• Record extracts:
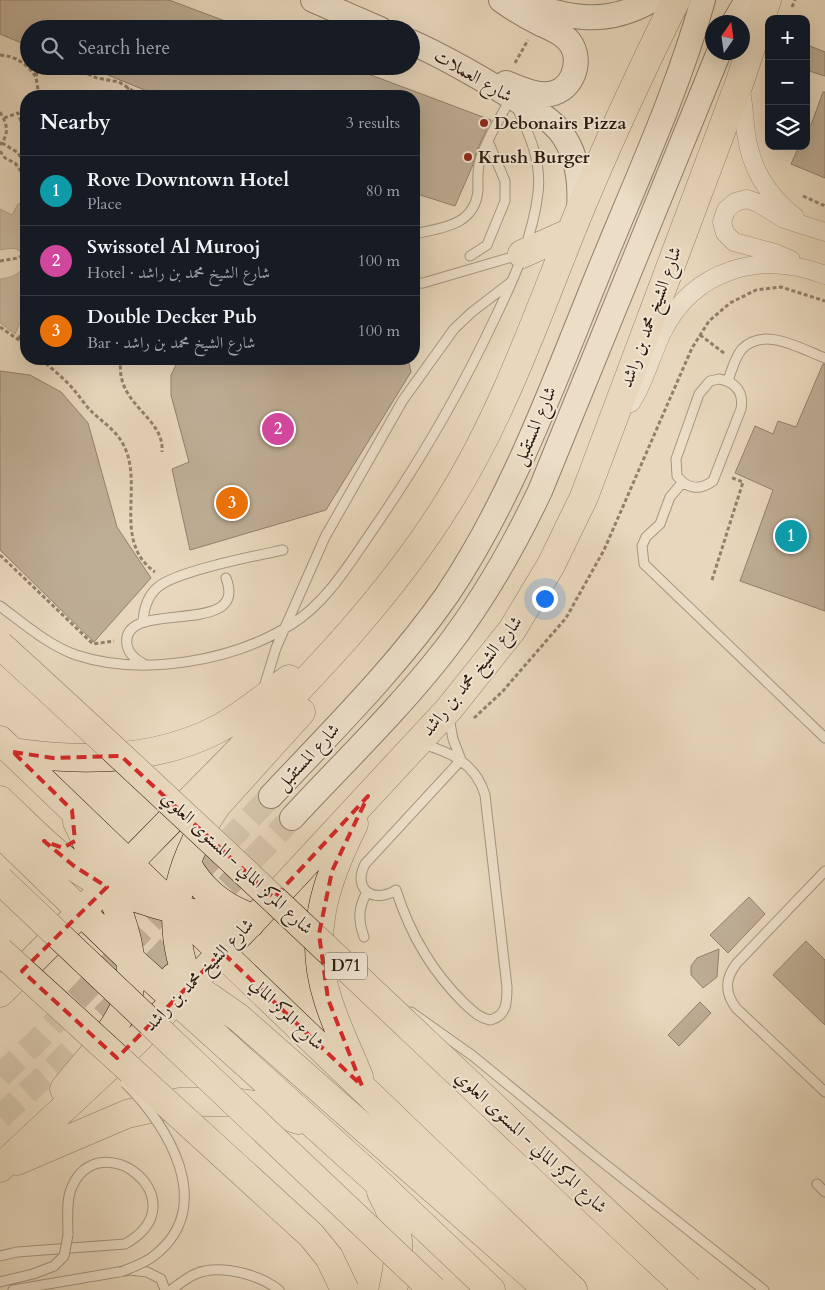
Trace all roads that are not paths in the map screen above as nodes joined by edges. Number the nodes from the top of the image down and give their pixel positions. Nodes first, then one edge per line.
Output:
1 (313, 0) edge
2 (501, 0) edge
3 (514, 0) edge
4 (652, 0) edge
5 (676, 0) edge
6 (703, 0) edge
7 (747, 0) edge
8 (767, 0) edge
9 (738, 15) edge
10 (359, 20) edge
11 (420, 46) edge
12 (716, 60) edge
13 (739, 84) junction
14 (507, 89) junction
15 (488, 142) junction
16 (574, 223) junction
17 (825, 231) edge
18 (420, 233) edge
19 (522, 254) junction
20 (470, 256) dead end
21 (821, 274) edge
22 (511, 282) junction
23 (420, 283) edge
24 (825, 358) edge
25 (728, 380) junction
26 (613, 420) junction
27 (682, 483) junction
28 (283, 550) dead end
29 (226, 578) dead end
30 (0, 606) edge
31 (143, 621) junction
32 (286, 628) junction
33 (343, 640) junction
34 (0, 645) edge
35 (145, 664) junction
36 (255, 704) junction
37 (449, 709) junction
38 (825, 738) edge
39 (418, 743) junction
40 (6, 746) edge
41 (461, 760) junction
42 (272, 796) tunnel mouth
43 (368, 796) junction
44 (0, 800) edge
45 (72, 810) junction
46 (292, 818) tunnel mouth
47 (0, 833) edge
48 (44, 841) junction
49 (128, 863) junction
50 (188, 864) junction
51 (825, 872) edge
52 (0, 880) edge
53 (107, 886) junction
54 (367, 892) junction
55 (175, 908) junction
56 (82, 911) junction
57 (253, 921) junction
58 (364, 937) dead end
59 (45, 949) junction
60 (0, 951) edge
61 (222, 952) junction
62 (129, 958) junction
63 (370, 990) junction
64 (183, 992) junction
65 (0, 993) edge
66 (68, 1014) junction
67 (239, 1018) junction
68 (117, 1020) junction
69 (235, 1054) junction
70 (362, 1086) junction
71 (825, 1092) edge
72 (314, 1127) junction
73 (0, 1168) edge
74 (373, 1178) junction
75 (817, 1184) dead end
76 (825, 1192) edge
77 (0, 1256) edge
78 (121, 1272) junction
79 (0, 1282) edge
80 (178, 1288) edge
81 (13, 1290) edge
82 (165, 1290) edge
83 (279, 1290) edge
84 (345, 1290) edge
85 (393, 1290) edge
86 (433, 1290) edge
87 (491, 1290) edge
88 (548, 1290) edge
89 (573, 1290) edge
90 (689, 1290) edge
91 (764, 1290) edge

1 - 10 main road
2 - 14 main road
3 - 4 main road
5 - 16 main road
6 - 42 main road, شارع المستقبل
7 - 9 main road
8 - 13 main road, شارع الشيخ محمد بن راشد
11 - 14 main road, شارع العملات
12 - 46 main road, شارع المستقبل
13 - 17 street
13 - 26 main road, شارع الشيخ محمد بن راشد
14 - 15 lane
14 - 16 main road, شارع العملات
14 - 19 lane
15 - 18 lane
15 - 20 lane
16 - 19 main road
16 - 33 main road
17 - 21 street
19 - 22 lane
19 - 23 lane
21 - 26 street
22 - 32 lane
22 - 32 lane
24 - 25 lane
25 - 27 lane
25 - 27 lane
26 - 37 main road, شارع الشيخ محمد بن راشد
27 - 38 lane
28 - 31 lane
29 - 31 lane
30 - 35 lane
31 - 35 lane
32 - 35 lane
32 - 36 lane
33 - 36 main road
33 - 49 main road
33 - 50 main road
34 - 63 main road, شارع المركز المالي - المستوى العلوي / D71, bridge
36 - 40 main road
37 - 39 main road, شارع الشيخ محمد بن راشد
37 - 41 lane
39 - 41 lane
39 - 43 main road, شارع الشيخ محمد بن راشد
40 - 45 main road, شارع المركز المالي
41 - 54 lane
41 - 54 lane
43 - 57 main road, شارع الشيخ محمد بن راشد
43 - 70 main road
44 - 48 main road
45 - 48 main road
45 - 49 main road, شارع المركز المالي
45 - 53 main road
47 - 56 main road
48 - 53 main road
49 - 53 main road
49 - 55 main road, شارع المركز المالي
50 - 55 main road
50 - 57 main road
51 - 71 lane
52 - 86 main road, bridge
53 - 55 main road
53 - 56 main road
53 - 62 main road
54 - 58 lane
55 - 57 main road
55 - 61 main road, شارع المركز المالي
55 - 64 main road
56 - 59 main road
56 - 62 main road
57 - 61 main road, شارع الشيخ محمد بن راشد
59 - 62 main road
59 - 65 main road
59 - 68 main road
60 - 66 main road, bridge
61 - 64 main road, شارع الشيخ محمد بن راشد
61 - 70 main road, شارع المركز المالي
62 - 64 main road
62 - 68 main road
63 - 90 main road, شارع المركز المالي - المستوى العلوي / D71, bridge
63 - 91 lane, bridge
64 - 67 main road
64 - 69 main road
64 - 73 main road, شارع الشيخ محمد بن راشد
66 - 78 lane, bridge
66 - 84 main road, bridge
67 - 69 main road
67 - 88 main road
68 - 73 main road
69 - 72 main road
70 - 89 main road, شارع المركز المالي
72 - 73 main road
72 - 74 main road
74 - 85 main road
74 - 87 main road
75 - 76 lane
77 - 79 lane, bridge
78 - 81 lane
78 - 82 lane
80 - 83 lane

• Problem to solve: Wherever a picture appears in the records above, leave it out and transcribe everything else exactly.

• Output for this task:
Trace all roads that are not paths in the map screen above as nodes joined by edges. Number the nodes from the top of the image down and give their pixel positions. Nodes first, then one edge per line.
Output:
1 (313, 0) edge
2 (501, 0) edge
3 (514, 0) edge
4 (652, 0) edge
5 (676, 0) edge
6 (703, 0) edge
7 (747, 0) edge
8 (767, 0) edge
9 (738, 15) edge
10 (359, 20) edge
11 (420, 46) edge
12 (716, 60) edge
13 (739, 84) junction
14 (507, 89) junction
15 (488, 142) junction
16 (574, 223) junction
17 (825, 231) edge
18 (420, 233) edge
19 (522, 254) junction
20 (470, 256) dead end
21 (821, 274) edge
22 (511, 282) junction
23 (420, 283) edge
24 (825, 358) edge
25 (728, 380) junction
26 (613, 420) junction
27 (682, 483) junction
28 (283, 550) dead end
29 (226, 578) dead end
30 (0, 606) edge
31 (143, 621) junction
32 (286, 628) junction
33 (343, 640) junction
34 (0, 645) edge
35 (145, 664) junction
36 (255, 704) junction
37 (449, 709) junction
38 (825, 738) edge
39 (418, 743) junction
40 (6, 746) edge
41 (461, 760) junction
42 (272, 796) tunnel mouth
43 (368, 796) junction
44 (0, 800) edge
45 (72, 810) junction
46 (292, 818) tunnel mouth
47 (0, 833) edge
48 (44, 841) junction
49 (128, 863) junction
50 (188, 864) junction
51 (825, 872) edge
52 (0, 880) edge
53 (107, 886) junction
54 (367, 892) junction
55 (175, 908) junction
56 (82, 911) junction
57 (253, 921) junction
58 (364, 937) dead end
59 (45, 949) junction
60 (0, 951) edge
61 (222, 952) junction
62 (129, 958) junction
63 (370, 990) junction
64 (183, 992) junction
65 (0, 993) edge
66 (68, 1014) junction
67 (239, 1018) junction
68 (117, 1020) junction
69 (235, 1054) junction
70 (362, 1086) junction
71 (825, 1092) edge
72 (314, 1127) junction
73 (0, 1168) edge
74 (373, 1178) junction
75 (817, 1184) dead end
76 (825, 1192) edge
77 (0, 1256) edge
78 (121, 1272) junction
79 (0, 1282) edge
80 (178, 1288) edge
81 (13, 1290) edge
82 (165, 1290) edge
83 (279, 1290) edge
84 (345, 1290) edge
85 (393, 1290) edge
86 (433, 1290) edge
87 (491, 1290) edge
88 (548, 1290) edge
89 (573, 1290) edge
90 (689, 1290) edge
91 (764, 1290) edge

1 - 10 main road
2 - 14 main road
3 - 4 main road
5 - 16 main road
6 - 42 main road, شارع المستقبل
7 - 9 main road
8 - 13 main road, شارع الشيخ محمد بن راشد
11 - 14 main road, شارع العملات
12 - 46 main road, شارع المستقبل
13 - 17 street
13 - 26 main road, شارع الشيخ محمد بن راشد
14 - 15 lane
14 - 16 main road, شارع العملات
14 - 19 lane
15 - 18 lane
15 - 20 lane
16 - 19 main road
16 - 33 main road
17 - 21 street
19 - 22 lane
19 - 23 lane
21 - 26 street
22 - 32 lane
22 - 32 lane
24 - 25 lane
25 - 27 lane
25 - 27 lane
26 - 37 main road, شارع الشيخ محمد بن راشد
27 - 38 lane
28 - 31 lane
29 - 31 lane
30 - 35 lane
31 - 35 lane
32 - 35 lane
32 - 36 lane
33 - 36 main road
33 - 49 main road
33 - 50 main road
34 - 63 main road, شارع المركز المالي - المستوى العلوي / D71, bridge
36 - 40 main road
37 - 39 main road, شارع الشيخ محمد بن راشد
37 - 41 lane
39 - 41 lane
39 - 43 main road, شارع الشيخ محمد بن راشد
40 - 45 main road, شارع المركز المالي
41 - 54 lane
41 - 54 lane
43 - 57 main road, شارع الشيخ محمد بن راشد
43 - 70 main road
44 - 48 main road
45 - 48 main road
45 - 49 main road, شارع المركز المالي
45 - 53 main road
47 - 56 main road
48 - 53 main road
49 - 53 main road
49 - 55 main road, شارع المركز المالي
50 - 55 main road
50 - 57 main road
51 - 71 lane
52 - 86 main road, bridge
53 - 55 main road
53 - 56 main road
53 - 62 main road
54 - 58 lane
55 - 57 main road
55 - 61 main road, شارع المركز المالي
55 - 64 main road
56 - 59 main road
56 - 62 main road
57 - 61 main road, شارع الشيخ محمد بن راشد
59 - 62 main road
59 - 65 main road
59 - 68 main road
60 - 66 main road, bridge
61 - 64 main road, شارع الشيخ محمد بن راشد
61 - 70 main road, شارع المركز المالي
62 - 64 main road
62 - 68 main road
63 - 90 main road, شارع المركز المالي - المستوى العلوي / D71, bridge
63 - 91 lane, bridge
64 - 67 main road
64 - 69 main road
64 - 73 main road, شارع الشيخ محمد بن راشد
66 - 78 lane, bridge
66 - 84 main road, bridge
67 - 69 main road
67 - 88 main road
68 - 73 main road
69 - 72 main road
70 - 89 main road, شارع المركز المالي
72 - 73 main road
72 - 74 main road
74 - 85 main road
74 - 87 main road
75 - 76 lane
77 - 79 lane, bridge
78 - 81 lane
78 - 82 lane
80 - 83 lane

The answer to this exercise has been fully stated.